Ella Clah, a First Nations Police Special Investigator, is the central character in a series of mystery/police procedural novels by American authors Aimee Thurlo and David Thurlo.
She is also one of the most enduring and popular characters in detective fiction today. Ella’s dedicated fans have long dreamed of the bestselling, critically acclaimed series coming to television.
Blackening Song is the debut of FBI agent Ella Clah, who returns to the reservation to investigate the murder of her father, a minister. The ritual nature of the killing makes Ella’s brother, a medicine man, the prime suspect.
Without cooperation from the tribe, the FBI, or the local police, Ella must plumb the depths of the struggle between traditionalist and modernist forces among the reservation to find her father’s murderer.
Step into the world of law enforcement and cultural traditions with the captivating Ella Clah series by Aimee & David Thurlo. Enter the rugged terrain of the Navajo Nation and the complex mind of Ella Clah, the first woman to become a police officer in the First Nations Special Investigations Division.
To learn more about the critically acclaimed book series, click below for more information!
An accomplished FBI agent, Ella Clah becomes head of a tribal police unit as she grows increasingly conflicted about the life, people, and world she left behind years ago.
She was raised in a discordant household that made her childhood difficult: There always seemed to be a vehement clash between her father, a Modernist – a fundamentalist preacher – and her mother, a Traditionalist who follows the old tribal ways.
Torn between two paradigms, Ella married right out of high school, a rebellious escape.

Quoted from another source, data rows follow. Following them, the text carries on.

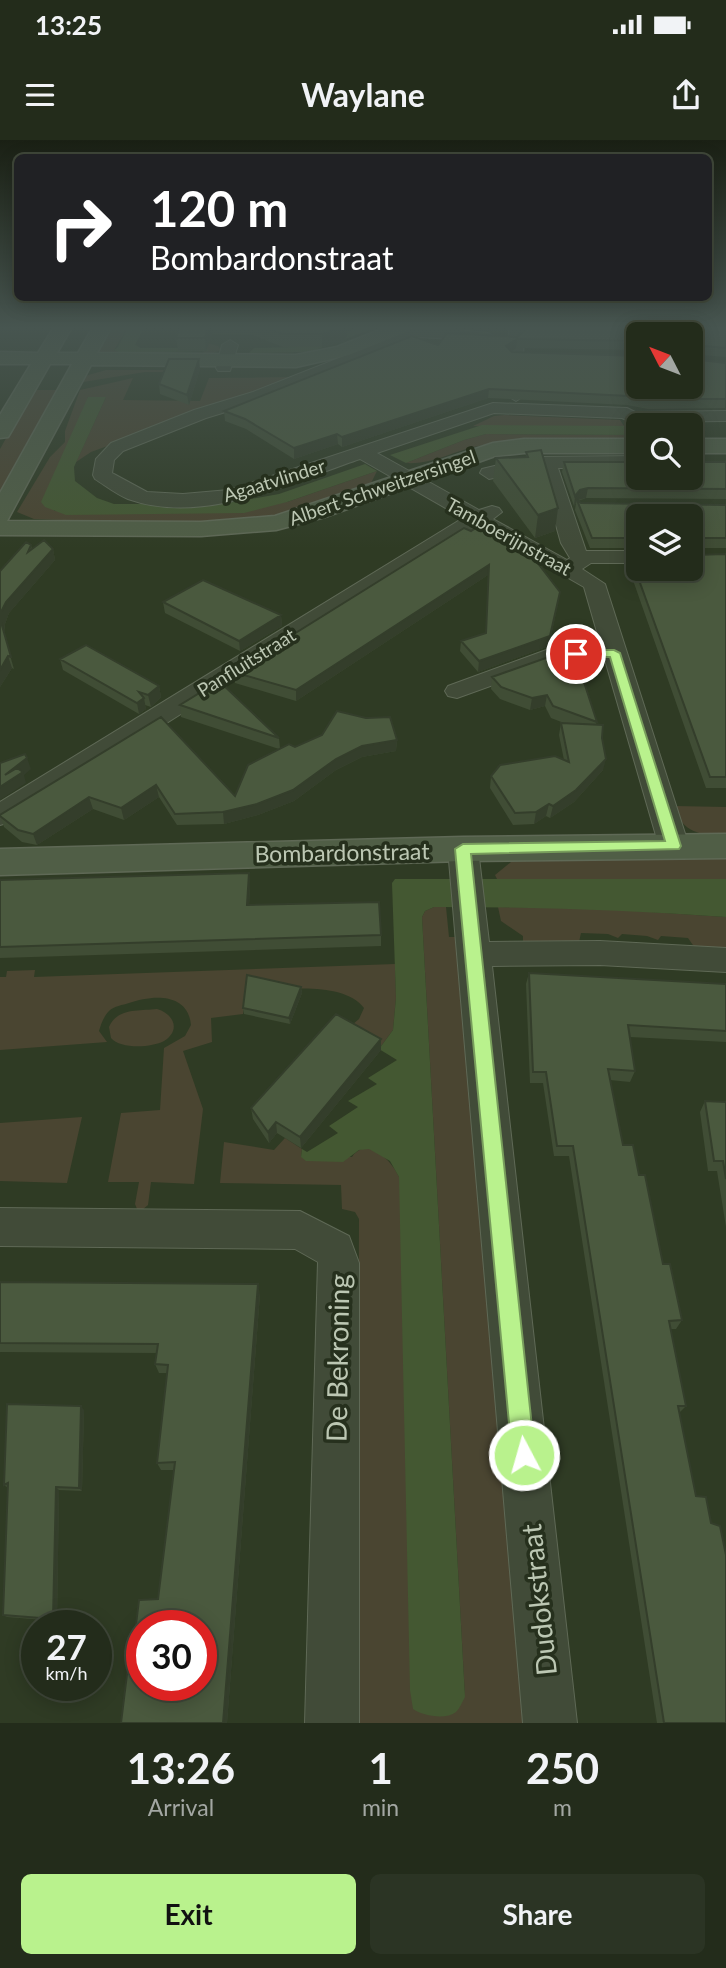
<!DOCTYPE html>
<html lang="en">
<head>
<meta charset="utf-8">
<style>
  body { margin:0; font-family:Lato,sans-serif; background:#2b3424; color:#f1f3f6; height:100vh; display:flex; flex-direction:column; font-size:26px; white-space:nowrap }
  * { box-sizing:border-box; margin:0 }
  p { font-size:23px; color:#a3a7a3 }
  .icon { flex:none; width:38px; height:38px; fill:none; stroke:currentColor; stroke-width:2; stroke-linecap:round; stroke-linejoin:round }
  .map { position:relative; height:1583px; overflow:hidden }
  .panel { display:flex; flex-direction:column; background:#232c1b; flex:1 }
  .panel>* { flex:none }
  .top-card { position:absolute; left:14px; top:14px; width:698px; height:147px; border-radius:10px; box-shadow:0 4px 18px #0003,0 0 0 2px #40483a; background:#202124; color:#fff; overflow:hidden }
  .needle { width:46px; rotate:312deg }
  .controls { position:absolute; left:626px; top:182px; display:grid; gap:14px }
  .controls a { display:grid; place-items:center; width:77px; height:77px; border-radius:10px; background:#232c1b; box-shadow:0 4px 18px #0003,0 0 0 2px #40483a; font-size:35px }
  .speed { position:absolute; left:21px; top:1470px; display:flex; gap:14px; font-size:35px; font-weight:700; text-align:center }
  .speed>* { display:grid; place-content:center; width:91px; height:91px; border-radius:50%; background:#232c1b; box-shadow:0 4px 18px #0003,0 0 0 2px #40483a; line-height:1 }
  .speed small { font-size:18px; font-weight:400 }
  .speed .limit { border:10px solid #d22; background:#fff; color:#111 }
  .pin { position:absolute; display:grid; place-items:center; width:60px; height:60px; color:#fff; margin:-30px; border:4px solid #fff; border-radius:50%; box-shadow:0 2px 7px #0007 }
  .me { position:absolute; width:77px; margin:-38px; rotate:354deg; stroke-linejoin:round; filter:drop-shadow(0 0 5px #0008) }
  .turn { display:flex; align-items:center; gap:24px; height:147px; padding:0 21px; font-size:32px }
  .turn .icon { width:91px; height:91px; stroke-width:2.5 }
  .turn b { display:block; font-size:49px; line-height:60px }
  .eta { display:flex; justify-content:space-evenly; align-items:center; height:119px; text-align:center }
  .eta b { font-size:42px; font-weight:700; line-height:49px }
  .primary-button { display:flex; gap:14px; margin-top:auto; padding:14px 21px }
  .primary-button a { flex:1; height:80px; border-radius:10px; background:#b9f28d; color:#111; font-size:28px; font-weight:700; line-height:80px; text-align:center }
  .primary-button a+a { background:#2b3424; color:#f1f3f6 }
  .status { display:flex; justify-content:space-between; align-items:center; height:49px; padding:0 35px; background:#232c1b; direction:ltr }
  .status svg { height:19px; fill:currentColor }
  header { display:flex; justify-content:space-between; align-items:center; height:91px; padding:0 21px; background:#232c1b; font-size:32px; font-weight:700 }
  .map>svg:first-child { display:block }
</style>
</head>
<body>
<div class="status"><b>13:25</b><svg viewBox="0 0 49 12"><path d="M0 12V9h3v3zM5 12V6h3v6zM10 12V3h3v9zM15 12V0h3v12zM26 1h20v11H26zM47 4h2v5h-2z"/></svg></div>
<header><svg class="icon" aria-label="menu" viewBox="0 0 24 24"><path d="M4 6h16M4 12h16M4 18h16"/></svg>Waylane<svg class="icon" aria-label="share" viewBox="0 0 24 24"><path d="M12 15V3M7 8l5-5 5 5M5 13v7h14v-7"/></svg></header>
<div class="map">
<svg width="726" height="1583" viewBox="0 0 726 1583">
  <rect width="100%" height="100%" fill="#2f3b24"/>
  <path fill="#4a4531" d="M109 187H128L114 210 121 212 203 213 207 203 218 206 221 210 207 216 102 215 97 209Z
    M106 230H188L187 232H145L77 243 85 236Z
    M297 237 91 312 76 322 106 257H88L54 371 287 362 377 331 371 343 283 375 207 385 34 379 17 372 50 317 65 302V291L80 250 133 238 123 260 200 261 209 238Z
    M33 250H58L17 320 0 362V309Z
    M504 275 620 280 624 286H473L494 276Z
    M486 294 639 295V301C588 302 536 298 485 305 458 308 434 325 406 323L464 300Z
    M674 666 726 667V697C702 695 681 693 674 666Z
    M726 715V739H497L495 735 511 722 510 716Z
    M434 767H446L449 797H456L526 1583H357L359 1079 355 1072 342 1069 341 1045 220 1043 224 1002 274 1010 285 998 302 1009 301 1017H352C367 995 392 1021 399 1037L465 1557 422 777 425 771Z
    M498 767 590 768 726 777V810L695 808 688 798 661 796 658 800 647 796 622 794 618 798 608 794 581 793 579 802H523V796L501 781Z
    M395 824 396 858 393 890 379 909 347 889 359 879 364 868C343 840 277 849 246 854L243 874 211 878 212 902 183 911 203 969 194 1044 151 1042 148 1065 142 1070 137 1069 135 1064 139 1042H108L121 973 160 970 164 908 185 896 191 885C188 852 152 855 129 863 123 865 114 866 109 871 104 876 101 884 99 891L107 902 0 910V837H6L7 831 35 830 34 837Z
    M157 869C174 874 181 890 164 901 151 908 120 909 111 898L109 887C117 868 139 871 157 869Z
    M82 977 67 1043 0 1041V983Z"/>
  <path fill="#445832" d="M128 187H144L135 205 141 208H206L209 211 121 213 114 210 118 207Z
    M361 187H377L310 212 249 213 254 208 299 207Z
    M88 257H106L74 327 75 341 97 358 114 364H222L279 354 365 324 377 331 287 362 244 373 66 375 45 367 41 362Z
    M482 285 639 286V295L486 294 464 300 406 323 390 315Z
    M395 739H726V777C628 770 532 767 434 767L425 771 422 777 465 1557C462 1562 460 1568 456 1572 446 1580 423 1576 413 1569L410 1550 399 1037 390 1021 369 1009 359 1010 343 1022 306 1021 301 1017 302 1009 307 1012 338 993 329 986 358 967 348 961 377 944 368 938 397 920 379 909 393 890 396 858 392 743Z"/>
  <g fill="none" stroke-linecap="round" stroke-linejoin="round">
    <g stroke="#5f6956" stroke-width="2">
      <path id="street" d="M426 187 488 193 495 197 488 201 418 197 265 260 206 278 123 311 114 320 112 333 147 352 183 354 229 350 493 263 627 268 635 272 726 271V281L631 282 622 278 494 273 377 313 479 370 492 366 499 368 502 372 493 379 567 420 570 418 561 403 540 328 489 339 480 333 482 329 532 317 639 316V328H558L586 411H639V423H591L582 429 605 444 689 706 684 713 674 716 664 713 659 706 605 520 560 521 457 558 448 556 445 551 448 546 549 509 601 506 584 447 478 386 10 682 0 685V662L463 378 360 319C289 343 204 386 128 359 116 354 106 346 95 339L93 335 96 319 111 303 194 270 253 252 410 190Z
        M509 187H523L524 256 516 261 508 256Z
        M230 200 238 205 230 231H218L216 228 222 205Z
        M463 699 473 702 478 709 489 802 600 801 726 808V832L600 825 492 826 577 1583H523L448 709 453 702Z
        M0 1068 300 1071 349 1096 359 1123V1583H305L318 1122 295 1109 0 1106Z"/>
    </g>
    <g stroke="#5f6956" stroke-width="3">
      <path id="secondary" d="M54 187H72L57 213H78L93 187H111L97 213 296 215 337 207 387 187H412L409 191 349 215 296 227 91 225 7 381 201 382 275 376 493 303 524 299H639V313H524L495 316 325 377 276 390 201 396 0 395V353L72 224H50L11 292 8 297 0 298V275L31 224H0V212L38 213Z
        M691 299H726V313H691Z
        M726 694V718L463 721 0 735V709L463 697Z"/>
    </g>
    <use href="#street" fill="#414b38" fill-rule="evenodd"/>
    <use href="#secondary" fill="#505e46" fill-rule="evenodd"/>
  </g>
  <path fill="#404d35" d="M180 187H348L346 201 322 207H283L253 195 212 194 206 211H178L176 198Z
    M509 187H726V217L691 214 639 194V210L516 208 511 212 726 223 725 268 648 269 627 265 488 258 342 307 338 304 294 319 246 289 225 281 224 271 438 205 517 197 520 194 516 192 509 191Z
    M200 229 189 265 160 254 159 244Z
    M526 312 555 391 535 398 493 341 496 318 526 317Z
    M564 322H726V359L586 358 578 361 581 363 726 365V408H691L639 376V408H590L575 370 576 363 574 366 562 332Z
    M464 388 558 463 549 506 478 532 460 511 461 501 486 493 488 435 296 561 235 543 233 532Z
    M31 405 32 409H53L55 420 9 473 5 484 4 494 14 529 12 528 0 547V431Z
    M726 414V648H706L628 426 630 415Z
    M163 462 281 475 282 486 240 511 165 473Z
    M60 519 159 546 161 557 151 567 145 565 146 569 139 574 63 530Z
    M492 537 584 542 597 582 596 584 602 598 603 630 574 662 550 678 546 676 534 684 513 685 490 648 491 636 564 620 559 595 561 583H564L551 578 545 566 530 570 500 559 491 549Z
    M180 565 279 598 280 608 397 600 396 611 362 617 336 630 294 661 258 675 224 684 177 685 159 657 124 680 93 669 37 705 22 702 4 687 0 675 161 577 235 656 279 609 181 577Z
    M249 733 250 744 249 765 381 795V806L0 818V740Z
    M529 833 726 844V902L630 897 635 931 630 942 610 940 623 1005 639 1035 663 1124 682 1180 676 1189H670L686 1266 679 1273 696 1356 711 1383 726 1583H657L569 1016H554L543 943H530L526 844Z
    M301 847 302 853 290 884 244 874 243 868Z
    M381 910 301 1008 277 993 269 1003 253 979 251 968Z
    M705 961 726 962V1087L717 1031H708L700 972Z
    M0 1142 260 1154 227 1583H121L133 1509 158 1459 174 1330H161L157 1323 167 1233H159L155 1224 157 1213 0 1212Z
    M84 1270 82 1351 59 1350 57 1481 7 1477 3 1475 8 1348 4 1345Z"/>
  <path fill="#343e2b" d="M208 187H211L212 194 206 211 205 198Z
    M346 187H348L346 201 322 207V194Z
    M517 199 516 208 505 216 506 206Z
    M199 219 200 229 189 265 187 255Z
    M489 249 488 258 342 307V297Z
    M337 294 338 304 294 319V308Z
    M588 348 586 358 578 360H577L576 363 574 366 575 356 580 350Z
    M558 368 555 391 535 398 538 375Z
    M53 409 55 420 9 473 5 484 4 494 14 529 1 482V472L6 462Z
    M489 425 488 435 296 561V550Z
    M560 452 549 506 478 532 479 521Z
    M281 475 282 486 240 511 239 501Z
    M8 516 12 528 0 547V530Z
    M159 546 161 557 151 567 148 555Z
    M547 555 545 566 530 570 532 558Z
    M144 558 146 569 139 574 137 563Z
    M397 600 396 611 362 617 336 630 294 661 258 675 224 684 223 672 362 606Z
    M27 618 31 629 24 635 26 643 0 660V647L5 635Z
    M606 619 603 630 574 662 550 678 553 666Z
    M156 645 159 657 124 680 121 668Z
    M89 657 93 669 37 705 33 694Z
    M549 664 546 676 534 684 536 672Z
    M249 733 250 744 249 777 247 765Z
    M301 847 302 853 290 884 289 878Z
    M381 899V910L301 1008 300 997Z
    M276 982 277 993 269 1003 268 992Z
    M258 1144 260 1154 227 1583H223Z
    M81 1266 84 1270 82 1351 79 1348Z
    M56 1347 59 1350 57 1481 53 1479Z"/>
  <path fill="#4a593e" stroke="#343e2b" stroke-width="2" fill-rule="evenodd" d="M180 187H208L205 198H176Z
    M265 187H346L322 194H283Z
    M523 187H726V208L693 205 691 207V194H639V201L517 199 506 206 512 212 639 216V247H691V219L726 223V259H650L629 256 489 249 342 297 337 294 294 308 245 279 224 271 412 196 438 205 447 193 517 197 526 189Z
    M169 219H199L187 255 159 244Z
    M541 310 558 368 538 375 496 318 528 317 526 312Z
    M564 322H639V338H691V322H726V349L588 348 580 350 575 356Z
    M577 360 581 363 726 365V398H694L691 400V376H639V398H592Z
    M483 383 523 404 560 452 550 496 479 521 461 501 486 493 489 425 296 550 233 532 464 388 471 391Z
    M44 400 53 409 6 462 1 472V482L11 517 8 516 0 530V431L26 402 31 405 28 412Z
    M691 412 694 415 726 414V637H710L630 415 639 414V429H691Z
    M203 440 281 475 239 501 163 462Z
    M86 505 159 546 148 555 139 552 144 558 137 563 60 519Z
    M557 514 584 524V542L597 582 553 566 547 555 532 558 501 547 492 537Z
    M219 541 279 598 180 565Z
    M337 571 366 578 390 577 397 600 362 606 336 619 293 650 257 664 223 672 175 674 156 645 121 668 89 657 33 694 18 690 0 676V675L161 577 235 656 248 625 289 604 295 607 322 595Z
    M561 583 603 585 602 598 606 619 576 650 553 666 549 664 536 672 515 673 491 636 500 625 555 616 569 622Z
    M25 614 27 618 5 635 17 628 23 632 0 647V623Z
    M249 733 247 765 379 762 381 795 0 807V740Z
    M529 833 726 844V891L628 885 635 931 608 929 623 1005H633L639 1035H645L663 1124H670L682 1180 669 1181 686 1266H678L696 1356 706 1357 711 1383 720 1386 726 1415V1583H664L573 1006H557L546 932H533Z
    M247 835 301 847 289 878 243 868Z
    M336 874 381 899 300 997 276 982 268 992 251 968Z
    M705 961 726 962V1039L723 1021H714Z
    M0 1142 258 1144 223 1583H121L130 1510 133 1509 139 1460 158 1459 175 1322 157 1323 168 1225 155 1224 158 1204 0 1203ZM142 1486H201V1545H142Z
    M7 1264 81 1266 79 1348 56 1347 53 1479 3 1475 8 1343 4 1345Z"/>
  <linearGradient id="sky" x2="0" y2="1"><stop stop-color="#1a2014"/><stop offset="0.46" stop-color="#475550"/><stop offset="1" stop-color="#475550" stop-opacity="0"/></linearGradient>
  <rect width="726" height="408" fill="url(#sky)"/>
  <path fill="#b9f28d" stroke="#789d5c" stroke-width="2" d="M614 510 620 513 681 706 679 709 471 714 535 1315 532 1323 524 1326 516 1323 512 1315 455 709 463 704 665 701 610 517H576L570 514 576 510Z"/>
  <g text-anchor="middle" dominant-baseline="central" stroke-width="7" stroke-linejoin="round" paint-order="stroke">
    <g font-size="19" fill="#bcc7b3" stroke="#26301d">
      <text transform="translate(274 340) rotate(-17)">Agaatvlinder</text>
      <text transform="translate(382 347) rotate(-19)">Albert Schweitzersingel</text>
      <text transform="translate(509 396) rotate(29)">Tamboerijnstraat</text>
      <text transform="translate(246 522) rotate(-32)">Panfluitstraat</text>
    </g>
    <g font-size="23" fill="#bcc7b3" stroke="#26301d">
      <text transform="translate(342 712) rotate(-1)">Bombardonstraat</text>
    </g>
    <g font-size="28" fill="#bcc7b3" stroke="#26301d">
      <text transform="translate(337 1218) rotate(-89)">De Bekroning</text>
      <text transform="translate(538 1460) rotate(-96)">Dudokstraat</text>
    </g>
  </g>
</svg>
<div class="controls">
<a><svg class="needle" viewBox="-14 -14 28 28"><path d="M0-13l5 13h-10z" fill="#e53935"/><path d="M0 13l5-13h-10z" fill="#a3a7a3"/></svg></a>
<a><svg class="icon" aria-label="search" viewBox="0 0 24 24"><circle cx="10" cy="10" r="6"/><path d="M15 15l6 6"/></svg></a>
<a><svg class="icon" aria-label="layers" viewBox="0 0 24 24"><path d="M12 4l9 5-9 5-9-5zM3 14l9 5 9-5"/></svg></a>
</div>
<div class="speed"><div>27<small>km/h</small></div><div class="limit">30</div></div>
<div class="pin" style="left:576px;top:514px;background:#d93025"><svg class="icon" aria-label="arrive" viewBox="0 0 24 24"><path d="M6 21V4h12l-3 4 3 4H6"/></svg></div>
<svg class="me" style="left:524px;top:1315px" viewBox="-20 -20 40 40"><circle r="17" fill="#b9f28d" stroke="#fff" stroke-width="3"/><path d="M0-11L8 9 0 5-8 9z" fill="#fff"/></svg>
<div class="top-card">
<div class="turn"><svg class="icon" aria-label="right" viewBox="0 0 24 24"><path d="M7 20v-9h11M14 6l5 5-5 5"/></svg><div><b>120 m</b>Bombardonstraat</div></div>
</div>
</div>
<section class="panel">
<div class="eta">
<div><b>13:26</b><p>Arrival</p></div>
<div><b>1</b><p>min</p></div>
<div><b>250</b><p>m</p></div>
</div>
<div class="primary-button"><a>Exit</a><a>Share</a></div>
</section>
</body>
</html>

She was shy, insecure, and overly reliant on her Army Ranger husband Eugene until his death in a car accident.
When this happened, her sense of identity was shattered, and she moved away.
She is culturally competent with unique perspectives in two completely different worlds: the cutthroat, fast-paced domain of FBI/federal law enforcement, and rural, deliberately paced, traditional life on the Reservation.
She is culturally competent with unique perspectives in two completely different worlds: the cut throat, fast-paced domain of FBI/federal law enforcement, and rural, deliberately paced, traditional life on the Reservation.
Despite all this, she is torn between two vastly different paradigms which meet in a head-on collision as she is forced back to the place she tried to forget, where she must reconnect with her estranged people to solve her father’s murder, and a string of cases that bring her ever closer to her past as her future comes into question when she becomes pregnant with a daughter she is too afraid to have.
Thematically, the series explores identity, purpose, beliefs, and balance: Walking in beauty amidst the divergence and intersections of modern and traditionalist beliefs, right realism (individual) vs. cultural criminology (systemic), as well as science vs. mysticism, spirituality, and a rich exploration of Native American culture, mythology and folklore as Ella seeks to find her place in three vastly different worlds: Rural life of Nations, urban Anglo society, and the world of those like her that enforce the thin blue line, fraying at the seams.
A neo-Western psychological thriller in which the titular character, an FBI agent in Los Angeles, finds herself questioning everything she once believed about herself and her people when she is reluctantly pulled back to the Reservation she was raised on to investigate the ritualistic murder of her father.
Ella's brother, a medicine man, is in hiding as the prime suspect. As the tribe, FBI, and local authorities refuse to cooperate, she is compelled to navigate the struggle between the Old guard and the new ways of her tribe to solve his murder.
Thus begins a quest for truths across an exciting and expansive character driven procedural mystery series as Ella becomes a special investigator with the tribal police to solve crimes on the reservation, which involve tribal politics, cultural divides and the blurred lines between folklore and the truly supernatural.
All the while, old demons begin to surface, and tribal divisiveness is on the rise, and she soon realizes that the dangers facing her on the Reservation are with far greater stakes than anything she’s encountered before. On top of it all, she becomes pregnant with a daughter she is petrified to raise, let alone bring into the world.